MATERIALS PROVIDED

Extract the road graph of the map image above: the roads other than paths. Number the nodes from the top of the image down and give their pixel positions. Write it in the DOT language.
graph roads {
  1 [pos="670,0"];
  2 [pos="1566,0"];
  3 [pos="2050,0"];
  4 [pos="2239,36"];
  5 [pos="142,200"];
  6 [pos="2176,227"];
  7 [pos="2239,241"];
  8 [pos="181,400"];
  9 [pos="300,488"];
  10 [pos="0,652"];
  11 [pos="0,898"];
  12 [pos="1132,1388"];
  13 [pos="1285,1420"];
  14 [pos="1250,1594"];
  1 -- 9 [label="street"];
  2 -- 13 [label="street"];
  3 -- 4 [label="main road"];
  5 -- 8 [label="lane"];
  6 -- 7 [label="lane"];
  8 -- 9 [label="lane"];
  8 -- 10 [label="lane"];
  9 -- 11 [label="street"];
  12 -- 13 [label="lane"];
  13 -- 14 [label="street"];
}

DESCRIPTION OF THE TASK
Write out the data above once more, exactly as it reads.

EXERCISE SOLUTION
Extract the road graph of the map image above: the roads other than paths. Number the nodes from the top of the image down and give their pixel positions. Write it in the DOT language.
graph roads {
  1 [pos="670,0"];
  2 [pos="1566,0"];
  3 [pos="2050,0"];
  4 [pos="2239,36"];
  5 [pos="142,200"];
  6 [pos="2176,227"];
  7 [pos="2239,241"];
  8 [pos="181,400"];
  9 [pos="300,488"];
  10 [pos="0,652"];
  11 [pos="0,898"];
  12 [pos="1132,1388"];
  13 [pos="1285,1420"];
  14 [pos="1250,1594"];
  1 -- 9 [label="street"];
  2 -- 13 [label="street"];
  3 -- 4 [label="main road"];
  5 -- 8 [label="lane"];
  6 -- 7 [label="lane"];
  8 -- 9 [label="lane"];
  8 -- 10 [label="lane"];
  9 -- 11 [label="street"];
  12 -- 13 [label="lane"];
  13 -- 14 [label="street"];
}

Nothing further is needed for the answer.